# What the task requires
Check each line of the records below and collect those that include the word "image".

··· Data extracts ···

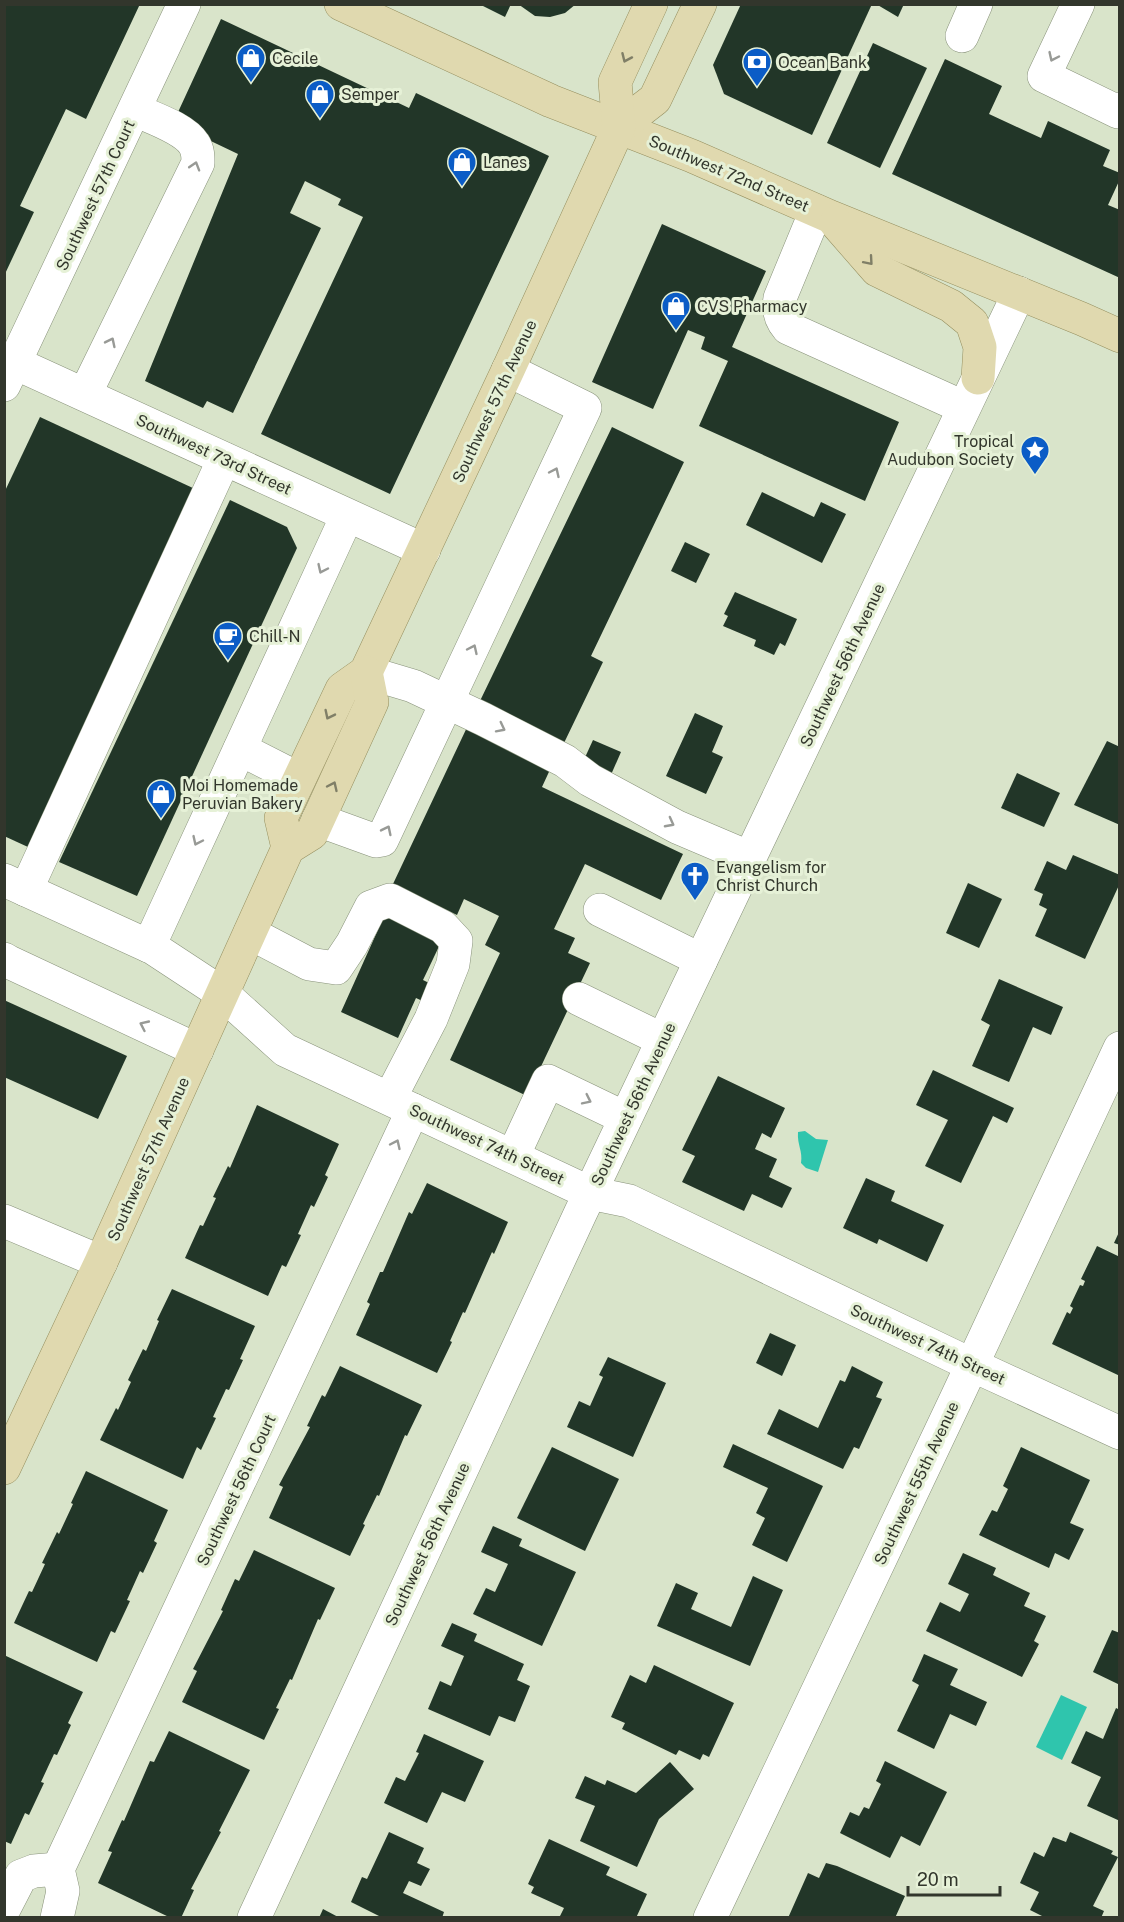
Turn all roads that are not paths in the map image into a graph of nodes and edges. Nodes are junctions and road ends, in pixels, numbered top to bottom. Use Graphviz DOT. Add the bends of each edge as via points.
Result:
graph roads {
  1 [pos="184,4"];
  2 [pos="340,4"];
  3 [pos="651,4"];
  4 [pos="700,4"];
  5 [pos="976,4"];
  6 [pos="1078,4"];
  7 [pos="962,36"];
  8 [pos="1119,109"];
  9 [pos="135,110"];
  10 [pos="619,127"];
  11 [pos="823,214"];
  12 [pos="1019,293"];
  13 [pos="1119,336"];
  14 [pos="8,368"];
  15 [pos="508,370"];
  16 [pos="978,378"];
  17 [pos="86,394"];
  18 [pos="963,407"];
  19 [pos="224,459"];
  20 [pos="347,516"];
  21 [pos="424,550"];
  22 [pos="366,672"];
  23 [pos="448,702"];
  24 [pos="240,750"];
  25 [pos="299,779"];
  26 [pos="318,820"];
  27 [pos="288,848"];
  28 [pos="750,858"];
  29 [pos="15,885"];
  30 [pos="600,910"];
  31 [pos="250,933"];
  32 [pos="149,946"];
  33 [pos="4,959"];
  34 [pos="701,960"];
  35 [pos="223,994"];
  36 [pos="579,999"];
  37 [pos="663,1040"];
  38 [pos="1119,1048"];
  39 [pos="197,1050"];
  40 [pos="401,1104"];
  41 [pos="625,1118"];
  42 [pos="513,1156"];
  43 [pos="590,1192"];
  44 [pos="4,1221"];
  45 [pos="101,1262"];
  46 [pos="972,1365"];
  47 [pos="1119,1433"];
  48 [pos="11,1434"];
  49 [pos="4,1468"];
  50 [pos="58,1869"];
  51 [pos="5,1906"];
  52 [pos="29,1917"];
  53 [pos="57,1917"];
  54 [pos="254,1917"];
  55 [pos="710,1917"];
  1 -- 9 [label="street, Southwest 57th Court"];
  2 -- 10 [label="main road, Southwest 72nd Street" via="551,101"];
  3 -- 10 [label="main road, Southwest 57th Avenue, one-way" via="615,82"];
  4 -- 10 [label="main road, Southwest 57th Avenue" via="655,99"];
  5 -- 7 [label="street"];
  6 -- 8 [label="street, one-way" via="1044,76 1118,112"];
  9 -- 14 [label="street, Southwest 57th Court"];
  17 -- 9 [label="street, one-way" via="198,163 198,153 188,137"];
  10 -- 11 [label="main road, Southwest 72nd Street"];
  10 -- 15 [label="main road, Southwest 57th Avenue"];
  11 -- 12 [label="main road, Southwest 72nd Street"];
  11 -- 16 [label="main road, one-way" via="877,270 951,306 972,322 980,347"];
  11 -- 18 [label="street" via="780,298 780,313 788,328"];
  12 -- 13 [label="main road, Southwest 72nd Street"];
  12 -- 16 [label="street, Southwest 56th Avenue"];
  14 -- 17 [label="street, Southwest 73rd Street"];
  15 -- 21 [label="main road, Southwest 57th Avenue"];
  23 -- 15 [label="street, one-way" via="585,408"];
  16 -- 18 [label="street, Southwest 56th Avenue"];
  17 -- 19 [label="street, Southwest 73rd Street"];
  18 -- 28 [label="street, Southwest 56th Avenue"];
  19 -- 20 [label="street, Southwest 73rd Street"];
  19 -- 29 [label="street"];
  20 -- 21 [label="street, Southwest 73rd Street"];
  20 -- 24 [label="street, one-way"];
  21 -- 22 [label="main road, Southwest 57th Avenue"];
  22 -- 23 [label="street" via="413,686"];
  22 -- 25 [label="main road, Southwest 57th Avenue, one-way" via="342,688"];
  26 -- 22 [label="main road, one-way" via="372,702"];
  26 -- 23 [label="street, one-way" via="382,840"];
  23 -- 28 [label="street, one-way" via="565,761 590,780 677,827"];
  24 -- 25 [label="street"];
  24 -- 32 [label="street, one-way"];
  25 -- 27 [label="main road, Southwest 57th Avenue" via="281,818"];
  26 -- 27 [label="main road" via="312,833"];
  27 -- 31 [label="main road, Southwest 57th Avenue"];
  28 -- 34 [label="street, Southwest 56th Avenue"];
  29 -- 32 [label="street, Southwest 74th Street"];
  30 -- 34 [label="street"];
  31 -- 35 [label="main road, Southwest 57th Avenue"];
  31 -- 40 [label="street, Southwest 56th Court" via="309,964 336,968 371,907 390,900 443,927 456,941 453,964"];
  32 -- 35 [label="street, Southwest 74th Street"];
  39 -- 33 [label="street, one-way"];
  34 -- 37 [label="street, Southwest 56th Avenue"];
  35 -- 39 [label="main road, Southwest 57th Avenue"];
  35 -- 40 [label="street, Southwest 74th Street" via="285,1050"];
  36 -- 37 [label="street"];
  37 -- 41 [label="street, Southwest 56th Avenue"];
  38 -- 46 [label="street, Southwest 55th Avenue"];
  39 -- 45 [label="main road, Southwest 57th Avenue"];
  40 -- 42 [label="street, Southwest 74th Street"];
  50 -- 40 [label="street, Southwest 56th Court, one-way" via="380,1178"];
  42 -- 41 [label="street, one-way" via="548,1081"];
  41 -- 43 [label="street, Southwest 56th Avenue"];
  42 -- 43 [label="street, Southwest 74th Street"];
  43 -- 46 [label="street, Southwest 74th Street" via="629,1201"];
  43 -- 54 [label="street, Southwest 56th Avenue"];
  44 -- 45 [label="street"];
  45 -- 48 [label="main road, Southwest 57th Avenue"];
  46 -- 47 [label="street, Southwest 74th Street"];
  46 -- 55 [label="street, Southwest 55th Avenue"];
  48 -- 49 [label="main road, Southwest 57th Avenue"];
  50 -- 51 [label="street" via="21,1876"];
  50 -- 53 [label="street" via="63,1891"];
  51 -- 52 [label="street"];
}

···
··· Data extracts ···

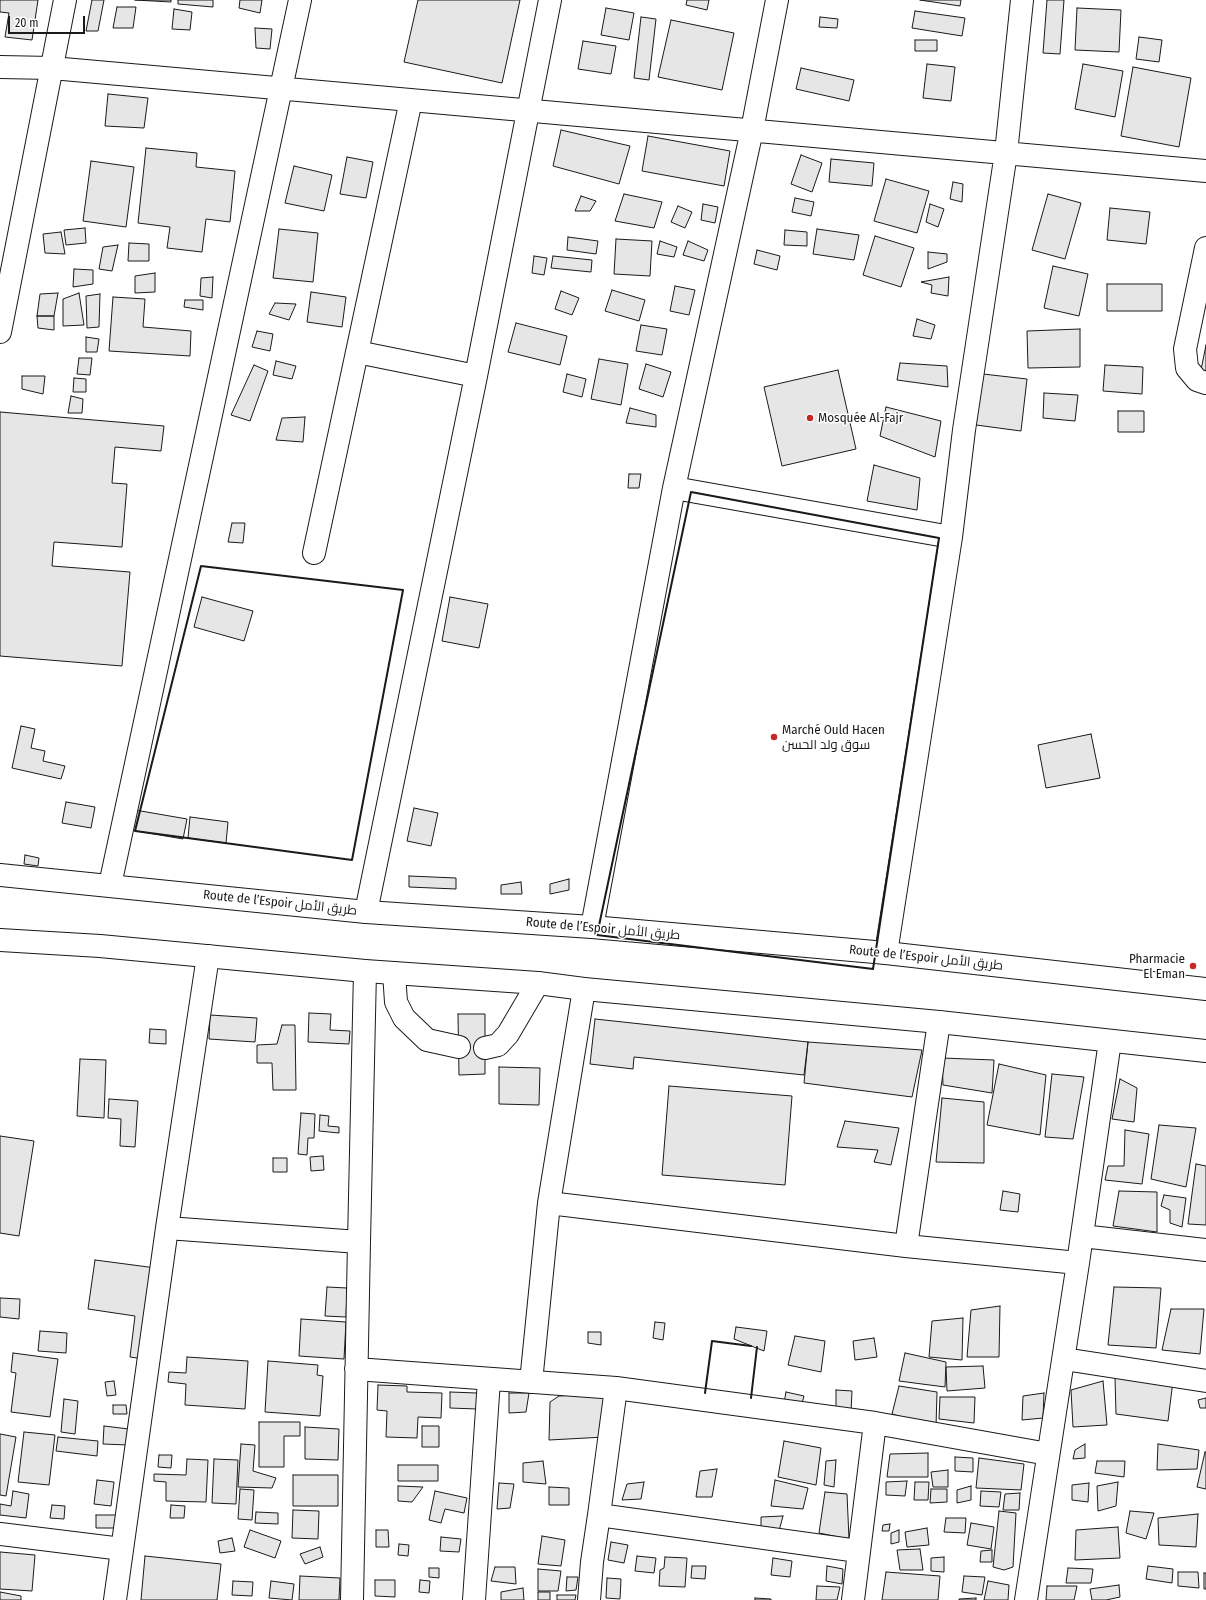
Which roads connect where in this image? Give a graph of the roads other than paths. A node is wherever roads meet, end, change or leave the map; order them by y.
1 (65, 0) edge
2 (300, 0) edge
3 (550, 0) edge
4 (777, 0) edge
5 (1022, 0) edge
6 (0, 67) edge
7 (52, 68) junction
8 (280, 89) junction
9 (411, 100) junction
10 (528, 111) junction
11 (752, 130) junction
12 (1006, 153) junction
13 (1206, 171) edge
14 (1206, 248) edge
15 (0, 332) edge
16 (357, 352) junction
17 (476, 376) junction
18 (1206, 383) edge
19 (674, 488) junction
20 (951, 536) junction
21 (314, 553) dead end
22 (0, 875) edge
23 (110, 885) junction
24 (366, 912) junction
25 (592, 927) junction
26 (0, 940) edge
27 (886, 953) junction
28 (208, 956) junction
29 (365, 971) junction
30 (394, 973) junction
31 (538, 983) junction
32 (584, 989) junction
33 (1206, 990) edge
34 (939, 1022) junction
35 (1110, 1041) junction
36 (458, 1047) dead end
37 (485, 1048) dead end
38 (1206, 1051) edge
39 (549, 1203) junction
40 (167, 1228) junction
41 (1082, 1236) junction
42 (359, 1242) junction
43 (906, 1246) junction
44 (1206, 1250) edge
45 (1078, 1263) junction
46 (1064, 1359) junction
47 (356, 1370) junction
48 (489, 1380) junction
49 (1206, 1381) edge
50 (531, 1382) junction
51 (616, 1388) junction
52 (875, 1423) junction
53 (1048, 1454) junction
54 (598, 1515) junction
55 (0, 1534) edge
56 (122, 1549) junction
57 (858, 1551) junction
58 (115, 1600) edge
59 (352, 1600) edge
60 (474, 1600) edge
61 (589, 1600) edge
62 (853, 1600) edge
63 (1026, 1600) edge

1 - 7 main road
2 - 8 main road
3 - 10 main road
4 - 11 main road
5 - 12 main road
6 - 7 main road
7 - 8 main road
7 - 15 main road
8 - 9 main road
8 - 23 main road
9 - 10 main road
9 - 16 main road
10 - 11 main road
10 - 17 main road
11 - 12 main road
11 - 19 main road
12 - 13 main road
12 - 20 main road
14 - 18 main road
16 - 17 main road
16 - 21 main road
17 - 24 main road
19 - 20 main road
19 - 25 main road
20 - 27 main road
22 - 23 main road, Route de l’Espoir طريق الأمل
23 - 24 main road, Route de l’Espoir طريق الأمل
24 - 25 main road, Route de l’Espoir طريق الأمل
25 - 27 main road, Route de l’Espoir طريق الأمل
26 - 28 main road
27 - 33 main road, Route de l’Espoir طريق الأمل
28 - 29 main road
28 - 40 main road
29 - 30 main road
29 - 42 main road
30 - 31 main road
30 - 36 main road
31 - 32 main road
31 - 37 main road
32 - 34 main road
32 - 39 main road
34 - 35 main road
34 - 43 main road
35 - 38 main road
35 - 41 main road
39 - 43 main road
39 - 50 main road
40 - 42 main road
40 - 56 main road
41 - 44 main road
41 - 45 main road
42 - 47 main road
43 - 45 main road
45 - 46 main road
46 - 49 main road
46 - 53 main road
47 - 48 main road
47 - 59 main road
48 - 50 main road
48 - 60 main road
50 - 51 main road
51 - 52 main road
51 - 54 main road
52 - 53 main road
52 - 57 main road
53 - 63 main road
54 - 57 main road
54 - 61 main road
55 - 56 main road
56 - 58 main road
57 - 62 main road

···

# Exercise output
Turn all roads that are not paths in the map image into a graph of nodes and edges. Nodes are junctions and road ends, in pixels, numbered top to bottom. Use Graphviz DOT. Add the bends of each edge as via points.
Which roads connect where in this image? Give a graph of the roads other than paths. A node is wherever roads meet, end, change or leave the map; order them by y.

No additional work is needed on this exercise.